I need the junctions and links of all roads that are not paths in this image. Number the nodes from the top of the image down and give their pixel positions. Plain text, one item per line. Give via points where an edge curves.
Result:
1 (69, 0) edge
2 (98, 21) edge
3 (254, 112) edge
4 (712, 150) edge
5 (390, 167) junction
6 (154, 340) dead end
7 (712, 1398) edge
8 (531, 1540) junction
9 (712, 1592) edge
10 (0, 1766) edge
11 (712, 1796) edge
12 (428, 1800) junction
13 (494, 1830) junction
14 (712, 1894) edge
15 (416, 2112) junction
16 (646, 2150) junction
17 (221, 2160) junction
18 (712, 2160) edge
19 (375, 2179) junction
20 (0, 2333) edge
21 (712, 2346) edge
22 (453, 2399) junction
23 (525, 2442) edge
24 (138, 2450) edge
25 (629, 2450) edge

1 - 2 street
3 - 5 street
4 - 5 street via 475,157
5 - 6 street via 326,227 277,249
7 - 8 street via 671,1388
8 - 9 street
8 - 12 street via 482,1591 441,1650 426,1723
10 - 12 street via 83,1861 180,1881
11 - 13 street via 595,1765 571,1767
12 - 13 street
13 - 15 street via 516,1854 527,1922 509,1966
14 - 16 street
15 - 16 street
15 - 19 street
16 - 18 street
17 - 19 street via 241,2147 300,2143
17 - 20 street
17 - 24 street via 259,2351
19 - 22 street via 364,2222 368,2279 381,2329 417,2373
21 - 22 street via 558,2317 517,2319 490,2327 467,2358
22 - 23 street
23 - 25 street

Work instruction:
The response should consist of every record, written out exactly as given.

Exercise response:
I need the junctions and links of all roads that are not paths in this image. Number the nodes from the top of the image down and give their pixel positions. Plain text, one item per line. Give via points where an edge curves.
Result:
1 (69, 0) edge
2 (98, 21) edge
3 (254, 112) edge
4 (712, 150) edge
5 (390, 167) junction
6 (154, 340) dead end
7 (712, 1398) edge
8 (531, 1540) junction
9 (712, 1592) edge
10 (0, 1766) edge
11 (712, 1796) edge
12 (428, 1800) junction
13 (494, 1830) junction
14 (712, 1894) edge
15 (416, 2112) junction
16 (646, 2150) junction
17 (221, 2160) junction
18 (712, 2160) edge
19 (375, 2179) junction
20 (0, 2333) edge
21 (712, 2346) edge
22 (453, 2399) junction
23 (525, 2442) edge
24 (138, 2450) edge
25 (629, 2450) edge

1 - 2 street
3 - 5 street
4 - 5 street via 475,157
5 - 6 street via 326,227 277,249
7 - 8 street via 671,1388
8 - 9 street
8 - 12 street via 482,1591 441,1650 426,1723
10 - 12 street via 83,1861 180,1881
11 - 13 street via 595,1765 571,1767
12 - 13 street
13 - 15 street via 516,1854 527,1922 509,1966
14 - 16 street
15 - 16 street
15 - 19 street
16 - 18 street
17 - 19 street via 241,2147 300,2143
17 - 20 street
17 - 24 street via 259,2351
19 - 22 street via 364,2222 368,2279 381,2329 417,2373
21 - 22 street via 558,2317 517,2319 490,2327 467,2358
22 - 23 street
23 - 25 street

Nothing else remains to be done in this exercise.